Si le modèle multiplicatif se déploie, le nombre de morts aux États-Unis pourrait atteindre 200 000. Si le modèle additif tient la route, le nombre de morts pourrait être aussi bas que 35 000.

« Pour être encore plus explicite, les deux modèles supposent la mise en place de mesures de verrouillage qui réduisent les taux de croissance des décès. Ce que nous ne savons pas encore, c’est si ils baissent d’un facteur constant, ou d’un montant constant. Sans mesures de verrouillage, le taux de croissance reste à 25-30 % jusqu’à ce que 1 500 000 personnes meurent et que l’immunité collective arrête la propagation« , explique Manel Baucells.

Il est encourageant de constater que les données de la Chine semblent correspondre au modèle additif.

Les taux de croissance y ont baissé d’une quantité constante chaque jour, le point d’inflexion ayant lieu lorsqu’un taux de croissance de 1,5 % était atteint.

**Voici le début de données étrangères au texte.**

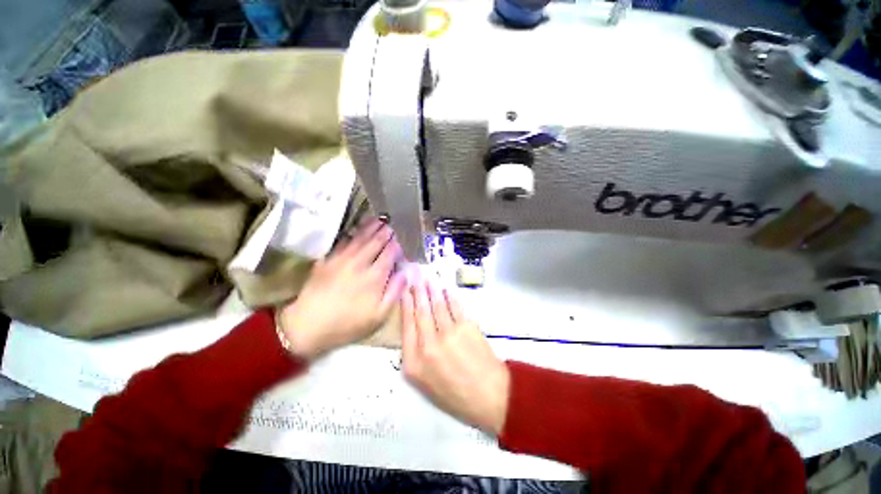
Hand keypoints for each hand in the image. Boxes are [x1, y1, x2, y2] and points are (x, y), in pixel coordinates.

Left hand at [279, 218, 407, 358]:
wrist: (307, 325)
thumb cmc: (348, 323)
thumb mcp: (379, 316)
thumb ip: (394, 292)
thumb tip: (405, 272)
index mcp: (375, 276)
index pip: (390, 253)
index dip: (396, 246)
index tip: (400, 243)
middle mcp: (360, 262)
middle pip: (376, 242)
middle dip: (385, 232)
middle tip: (391, 227)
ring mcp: (342, 259)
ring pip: (360, 238)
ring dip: (370, 228)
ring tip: (378, 220)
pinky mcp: (327, 260)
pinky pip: (343, 242)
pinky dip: (352, 233)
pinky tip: (356, 230)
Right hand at [401, 281, 509, 434]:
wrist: (489, 395)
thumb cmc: (455, 394)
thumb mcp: (425, 384)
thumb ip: (415, 357)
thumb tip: (413, 328)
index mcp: (414, 362)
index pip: (407, 326)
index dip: (406, 306)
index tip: (405, 293)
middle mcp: (428, 345)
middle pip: (421, 312)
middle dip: (417, 292)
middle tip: (415, 278)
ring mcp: (448, 334)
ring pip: (437, 306)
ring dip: (432, 290)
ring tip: (428, 279)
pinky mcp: (466, 326)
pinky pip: (455, 306)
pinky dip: (450, 296)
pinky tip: (446, 289)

Ensuite, le taux de croissance des décès diminue progressivement d’un facteur quotidien de 0,92. Dans les projections ci-dessous, Manel Baucells utilise ces deux paramètres estimés à partir du cas de Wuhan pour prédire l’évolution des décès après le point d’inflexion.

Le coronavirus est prévisible

Là encore, le modèle additif part du principe que des contre-mesures strictes – éloignement, isolement, port de masque et tests – peuvent avoir un impact radical sur la propagation du Covid 19, en réduisant assez rapidement sa croissance à un niveau proche de zéro, suivi d’une période de croissance résiduelle gérable qui permet aux systèmes de santé et aux économies de se redresser.

Jusqu’à présent, les données pour le reste du monde sont conformes aux deux modèles.

Dans moins d’une semaine, l’Espagne et l’Italie révéleront le modèle qui l’emportera.

« La bonne nouvelle, c’est que les données nous montrent que le nouveau Coronavirus est une “bête prévisible”. Nous savons que le verrouillage et la distanciation sociale réussissent à l’éliminer. Nous devons être prêts, en tant que sociétés, à continuer à diminuer la croissance chaque jour, ce qui signifie que nous devons nous en tenir à nos verrouillages et rester à la maison jusqu’à ce que nous atteignions le point d’inflexion. Pour dire les choses très simplement, plus nous sommes paranoïaques à court terme, plus vite nous pourrons sortir de cette crise ».